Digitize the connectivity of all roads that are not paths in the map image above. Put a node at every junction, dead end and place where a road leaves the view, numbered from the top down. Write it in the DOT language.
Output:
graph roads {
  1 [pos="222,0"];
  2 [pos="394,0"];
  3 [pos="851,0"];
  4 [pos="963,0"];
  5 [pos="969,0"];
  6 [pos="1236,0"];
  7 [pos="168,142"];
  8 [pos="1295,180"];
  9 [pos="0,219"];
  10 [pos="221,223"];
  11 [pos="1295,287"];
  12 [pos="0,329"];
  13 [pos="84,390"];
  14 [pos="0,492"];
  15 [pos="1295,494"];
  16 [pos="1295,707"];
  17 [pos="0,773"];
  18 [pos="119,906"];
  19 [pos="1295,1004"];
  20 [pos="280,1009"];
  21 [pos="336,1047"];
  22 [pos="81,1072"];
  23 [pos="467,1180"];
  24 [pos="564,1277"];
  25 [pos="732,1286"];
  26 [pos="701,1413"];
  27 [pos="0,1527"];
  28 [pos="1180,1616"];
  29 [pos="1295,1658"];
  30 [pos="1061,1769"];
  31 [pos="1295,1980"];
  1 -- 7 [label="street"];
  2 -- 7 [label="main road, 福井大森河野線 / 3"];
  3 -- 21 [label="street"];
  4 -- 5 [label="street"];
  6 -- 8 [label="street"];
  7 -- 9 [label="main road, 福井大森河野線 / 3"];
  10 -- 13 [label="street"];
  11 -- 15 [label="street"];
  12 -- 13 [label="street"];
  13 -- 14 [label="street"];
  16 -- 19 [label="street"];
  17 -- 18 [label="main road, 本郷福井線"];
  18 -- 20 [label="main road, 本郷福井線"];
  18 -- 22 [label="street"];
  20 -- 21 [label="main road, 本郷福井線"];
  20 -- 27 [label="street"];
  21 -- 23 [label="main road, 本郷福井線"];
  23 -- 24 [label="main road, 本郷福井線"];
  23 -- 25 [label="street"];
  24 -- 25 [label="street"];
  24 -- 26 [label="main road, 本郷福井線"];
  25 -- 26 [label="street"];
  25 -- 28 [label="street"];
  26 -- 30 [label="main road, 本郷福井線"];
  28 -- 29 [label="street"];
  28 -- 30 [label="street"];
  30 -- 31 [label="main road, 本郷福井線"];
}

• Task instructions: In the data above, copy every line where the string "福井大森河野線" appears.

• Response to this exercise:
  2 -- 7 [label="main road, 福井大森河野線 / 3"];
  7 -- 9 [label="main road, 福井大森河野線 / 3"];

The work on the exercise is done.